- [Your task]
Would you write out all of the entries below, exactly as they stand?

[Keypoint coordinate data]

========

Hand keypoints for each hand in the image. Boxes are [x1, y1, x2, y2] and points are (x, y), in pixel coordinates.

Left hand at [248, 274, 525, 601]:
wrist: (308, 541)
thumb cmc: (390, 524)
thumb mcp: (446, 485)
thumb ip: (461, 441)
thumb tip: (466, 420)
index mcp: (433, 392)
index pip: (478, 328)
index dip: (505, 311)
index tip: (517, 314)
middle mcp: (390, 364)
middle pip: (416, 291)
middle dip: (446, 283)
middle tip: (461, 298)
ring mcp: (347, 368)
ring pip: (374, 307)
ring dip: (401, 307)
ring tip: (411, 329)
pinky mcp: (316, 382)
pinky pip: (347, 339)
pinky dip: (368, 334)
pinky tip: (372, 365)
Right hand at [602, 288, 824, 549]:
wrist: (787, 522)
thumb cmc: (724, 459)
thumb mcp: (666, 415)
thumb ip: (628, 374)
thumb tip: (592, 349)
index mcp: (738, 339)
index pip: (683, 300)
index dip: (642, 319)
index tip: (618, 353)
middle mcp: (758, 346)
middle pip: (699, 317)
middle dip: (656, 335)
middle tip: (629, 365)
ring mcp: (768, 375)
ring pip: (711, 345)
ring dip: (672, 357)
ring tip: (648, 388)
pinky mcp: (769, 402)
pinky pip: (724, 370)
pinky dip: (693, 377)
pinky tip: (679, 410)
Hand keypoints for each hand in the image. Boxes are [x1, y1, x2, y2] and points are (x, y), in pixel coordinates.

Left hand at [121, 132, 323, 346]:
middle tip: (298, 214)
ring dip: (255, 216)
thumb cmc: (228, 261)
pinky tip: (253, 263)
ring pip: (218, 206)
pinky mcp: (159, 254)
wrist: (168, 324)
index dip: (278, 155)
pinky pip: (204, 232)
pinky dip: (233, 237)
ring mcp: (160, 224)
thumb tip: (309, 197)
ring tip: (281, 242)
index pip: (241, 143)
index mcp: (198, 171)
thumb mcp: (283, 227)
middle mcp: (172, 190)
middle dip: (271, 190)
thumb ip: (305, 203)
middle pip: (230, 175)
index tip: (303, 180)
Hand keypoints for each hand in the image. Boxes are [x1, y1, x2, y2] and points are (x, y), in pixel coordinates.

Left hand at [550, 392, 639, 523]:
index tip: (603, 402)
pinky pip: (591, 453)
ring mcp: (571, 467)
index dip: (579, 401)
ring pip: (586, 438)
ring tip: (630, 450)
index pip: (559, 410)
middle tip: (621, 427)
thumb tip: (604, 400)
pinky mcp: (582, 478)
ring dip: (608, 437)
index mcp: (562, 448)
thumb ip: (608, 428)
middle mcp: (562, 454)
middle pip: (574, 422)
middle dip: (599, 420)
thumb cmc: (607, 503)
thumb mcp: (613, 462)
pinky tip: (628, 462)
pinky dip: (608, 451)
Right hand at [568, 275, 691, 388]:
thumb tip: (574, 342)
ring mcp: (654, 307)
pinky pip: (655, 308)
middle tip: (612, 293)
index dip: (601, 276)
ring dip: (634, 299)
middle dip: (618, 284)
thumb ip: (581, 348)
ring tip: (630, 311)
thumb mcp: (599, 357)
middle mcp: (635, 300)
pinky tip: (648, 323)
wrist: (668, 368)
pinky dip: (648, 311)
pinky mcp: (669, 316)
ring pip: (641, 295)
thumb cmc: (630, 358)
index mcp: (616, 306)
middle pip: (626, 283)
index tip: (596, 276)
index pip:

========

- [Answer to this problem]
Hand keypoints for each hand in the image. Boxes are [x1, y1, x2, y2] and points are (x, y), in pixel coordinates.

Left hand at [248, 274, 525, 601]:
wrist: (308, 541)
thumb cmc: (390, 524)
thumb mcp: (446, 485)
thumb ip: (461, 441)
thumb tip: (466, 420)
index mcp: (433, 392)
index pip: (478, 328)
index dip: (505, 311)
index tip: (517, 314)
middle mcp: (390, 364)
middle pip: (416, 291)
middle dip: (446, 283)
middle tip: (461, 298)
ring mcp: (347, 368)
ring pip: (374, 307)
ring dip: (401, 307)
ring tip: (411, 329)
pinky mcp: (316, 382)
pinky pip: (347, 339)
pinky dip: (368, 334)
pinky tip: (372, 365)
Right hand at [602, 288, 824, 549]:
wrist: (787, 522)
thumb cmc: (724, 459)
thumb mcp: (666, 415)
thumb ip: (628, 374)
thumb tip: (592, 349)
index mcp: (738, 339)
index pip: (683, 300)
index dip: (642, 319)
index tip: (618, 353)
middle mcp: (758, 346)
middle pip: (699, 317)
middle dip: (656, 335)
middle tip: (629, 365)
ring mcp: (768, 375)
ring pip: (711, 345)
ring dip: (672, 357)
ring tip: (648, 388)
pinky mcp: (769, 402)
pinky pip: (724, 370)
pinky dip: (693, 377)
pinky tip: (679, 410)
Hand keypoints for each hand in the image. Boxes are [x1, y1, x2, y2] and points are (x, y), in pixel coordinates.

Left hand at [121, 132, 323, 346]:
middle tip: (298, 214)
ring dip: (255, 216)
thumb cmc: (228, 261)
pinky tip: (253, 263)
ring pip: (218, 206)
pinky mcp: (159, 254)
wrist: (168, 324)
index dip: (278, 155)
pinky pip: (204, 232)
pinky dip: (233, 237)
ring mcp: (160, 224)
thumb tip: (309, 197)
ring tip: (281, 242)
index pip: (241, 143)
index mcp: (198, 171)
thumb mcp: (283, 227)
middle mcp: (172, 190)
middle dip: (271, 190)
thumb ip: (305, 203)
middle pip: (230, 175)
index tip: (303, 180)
Hand keypoints for each hand in the image. Boxes are [x1, y1, x2, y2] and points are (x, y), in pixel coordinates.

Left hand at [550, 392, 639, 523]:
index tip: (603, 402)
pinky pip: (591, 453)
ring mcp: (571, 467)
index dip: (579, 401)
ring pip: (586, 438)
ring tip: (630, 450)
index pip: (559, 410)
middle tip: (621, 427)
thumb tip: (604, 400)
pinky mcp: (582, 478)
ring dip: (608, 437)
index mcp: (562, 448)
thumb ip: (608, 428)
middle mcp: (562, 454)
middle pip: (574, 422)
middle dip: (599, 420)
thumb cmc: (607, 503)
thumb mcp: (613, 462)
pinky tip: (628, 462)
pinky dip: (608, 451)
Right hand at [568, 275, 691, 388]:
thumb tip: (574, 342)
ring mcp: (654, 307)
pinky pip: (655, 308)
middle tip: (612, 293)
index dip: (601, 276)
ring dip: (634, 299)
middle dip: (618, 284)
thumb ip: (581, 348)
ring tip: (630, 311)
thumb mcp: (599, 357)
middle mcp: (635, 300)
pinky tip: (648, 323)
wrist: (668, 368)
pinky dip: (648, 311)
pinky mcp: (669, 316)
ring pip: (641, 295)
thumb cmc: (630, 358)
index mcp: (616, 306)
middle pip: (626, 283)
index tip: (596, 276)
index pip:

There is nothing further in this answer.